第1部:第13話 虚無の狐

 歌舞伎町のネオンが煌めく夜。キャバクラ『狐の宴』では、いつものようにホステスたちが華やかに客をもてなしていた。


 店内の喧騒を離れ、マネージャーの翼は事務所で伝票の整理をしている。蛍光灯の明かりに照らされた紙の山を前に、翼はふと顔を上げる。そこには、上品な額縁に収められたオーナーの隼人との2ショット写真があった。


(隼人…僕は隼人と二人で、この店を作り上げてきた。隼人の力強さと優しさに、いつも助けられてばかりだ。でも、僕の想いは伝えられないまま…)


 翼は隼人への密かな想いを胸に秘めていた。仕事のパートナーとしての信頼関係を壊したくない一心で、翼はその想いを隠し続けている。


 そんな翼の胸の内を知ってか知らずか、事務所のドアがノックされる。


「翼さん、ちょっといいかしら?」


 甘い声と共に、ドアが開かれた。するとそこには、艶やかなドレス姿の紅葉が立っていた。


「紅葉さん、どうしたの? いつもより早い時間だけど」


「実は、ちょっと話があって…」


 妖艶な微笑みを浮かべる紅葉。しかしその瞳は、いつもの輝きを失っているように見えた。

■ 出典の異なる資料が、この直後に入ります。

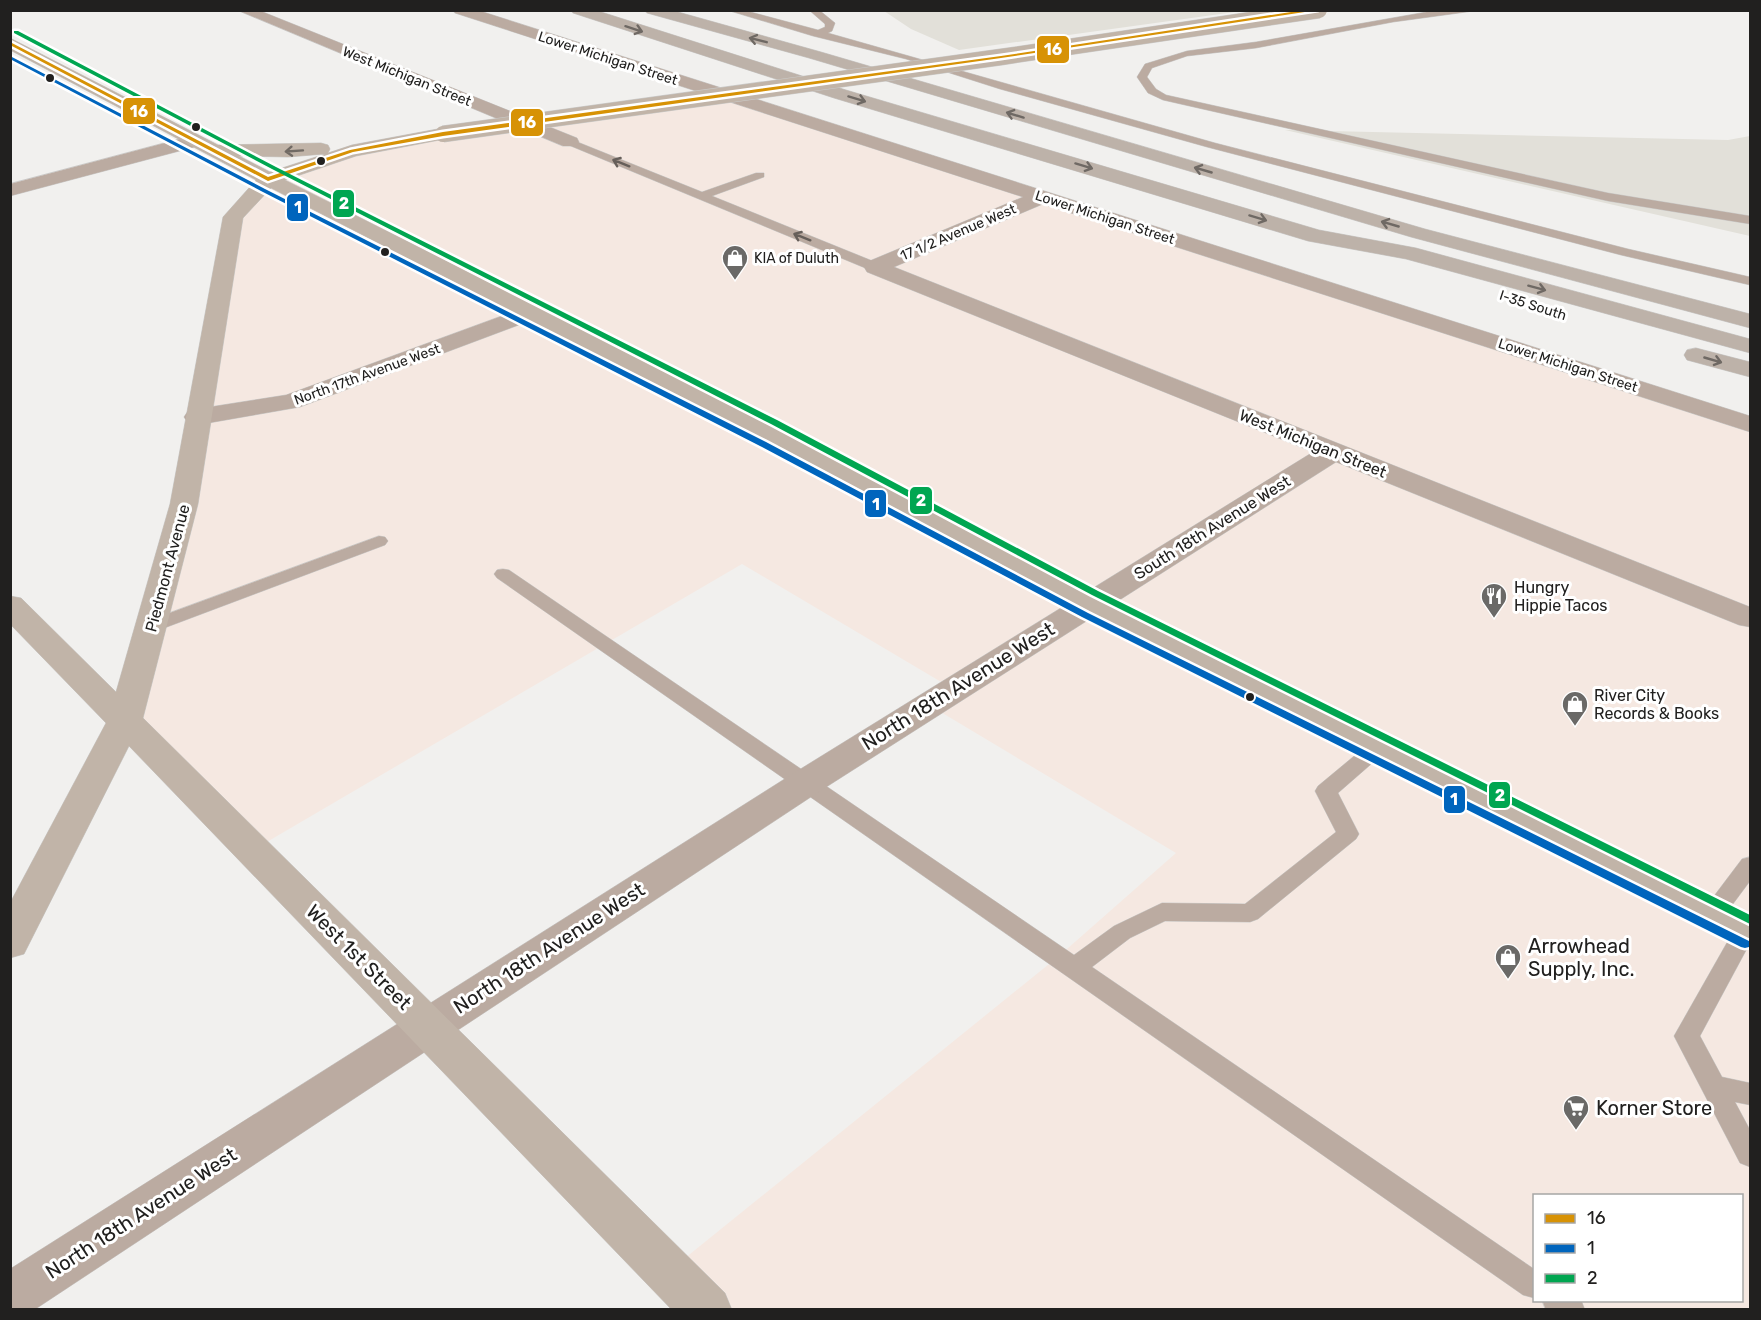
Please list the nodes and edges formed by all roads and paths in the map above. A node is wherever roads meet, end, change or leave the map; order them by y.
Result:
1 (244, 10) edge
2 (460, 10) edge
3 (578, 10) edge
4 (652, 10) edge
5 (731, 10) edge
6 (813, 10) edge
7 (1319, 10) edge
8 (1478, 10) edge
9 (816, 34) junction
10 (10, 43) edge
11 (195, 141) junction
12 (394, 142) junction
13 (570, 142) joint
14 (213, 150) junction
15 (760, 175) dead end
16 (268, 179) junction
17 (10, 190) edge
18 (701, 196) junction
19 (1041, 197) junction
20 (1750, 220) edge
21 (1418, 233) junction
22 (1316, 236) junction
23 (875, 267) junction
24 (1750, 281) edge
25 (1750, 308) edge
26 (532, 312) junction
27 (1750, 321) edge
28 (1641, 339) dead end
29 (1750, 346) edge
30 (1674, 348) dead end
31 (1750, 370) edge
32 (197, 417) junction
33 (1750, 424) edge
34 (1334, 451) junction
35 (379, 541) dead end
36 (503, 574) dead end
37 (1089, 604) junction
38 (10, 605) edge
39 (1750, 618) edge
40 (152, 626) junction
41 (125, 719) junction
42 (1378, 747) junction
43 (807, 782) junction
44 (1750, 865) edge
45 (1713, 914) junction
46 (1748, 932) edge
47 (10, 943) edge
48 (1075, 967) junction
49 (428, 1027) junction
50 (1714, 1086) junction
51 (1750, 1094) edge
52 (1750, 1155) edge
53 (1533, 1284) edge
54 (10, 1297) edge
55 (707, 1310) edge

1 - 13 street, West Michigan Street
2 - 19 street, Lower Michigan Street
3 -> 22 highway
21 -> 4 highway
5 - 9 lane
6 - 9 lane
7 - 12 street, bridge
8 - 20 lane
9 - 24 lane
10 - 11 street
11 - 14 street
11 - 17 street
12 -> 14 street
12 - 16 street
18 -> 13 lane
14 - 16 street
15 - 18 lane
16 - 26 street
16 - 32 street, Piedmont Avenue
23 -> 18 lane
19 - 23 street, 17 1/2 Avenue West
19 - 33 street, Lower Michigan Street
21 - 25 highway
21 - 27 highway
22 - 28 highway, I-35 South
22 -> 29 highway
23 - 34 street, West Michigan Street
26 - 32 street, North 17th Avenue West
26 - 37 street
30 -> 31 highway
32 - 40 street, Piedmont Avenue
34 - 37 street, South 18th Avenue West
34 - 39 street, West Michigan Street
35 - 40 lane
36 - 43 lane
37 - 42 street
37 - 43 street, North 18th Avenue West
38 - 41 street, West 1st Street
40 - 41 street, Piedmont Avenue
41 - 47 street, Piedmont Avenue
41 - 49 street, West 1st Street
42 - 45 street
42 - 48 lane
43 - 48 lane
43 - 49 street, North 18th Avenue West
44 - 45 lane
45 - 46 street
46 - 50 lane
48 - 53 lane
49 - 54 street, North 18th Avenue West
49 - 55 street, West 1st Street
50 - 51 lane
50 - 52 lane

 翼は席を立ち、紅葉をソファーに案内する。オレンジ色の照明が、しっとりと二人を照らし出す。


「…話って、なんですか?」


「翼さん、私…最近、仕事に疑問を感じているの」


 切り出した紅葉の言葉に、翼は思わず眉をひそめる。


「疑問、って…?」


「お客様を楽しませることが、私の生きがいだと思っていた。でも最近、このままでいいのかなって…」


 いつになく弱気な紅葉の様子に、翼は戸惑いを隠せない。紅葉といえば、いつだって仕事に熱心で、ホステスの鏡とも呼べる存在だ。そんな彼女が悩みを抱えるなんて。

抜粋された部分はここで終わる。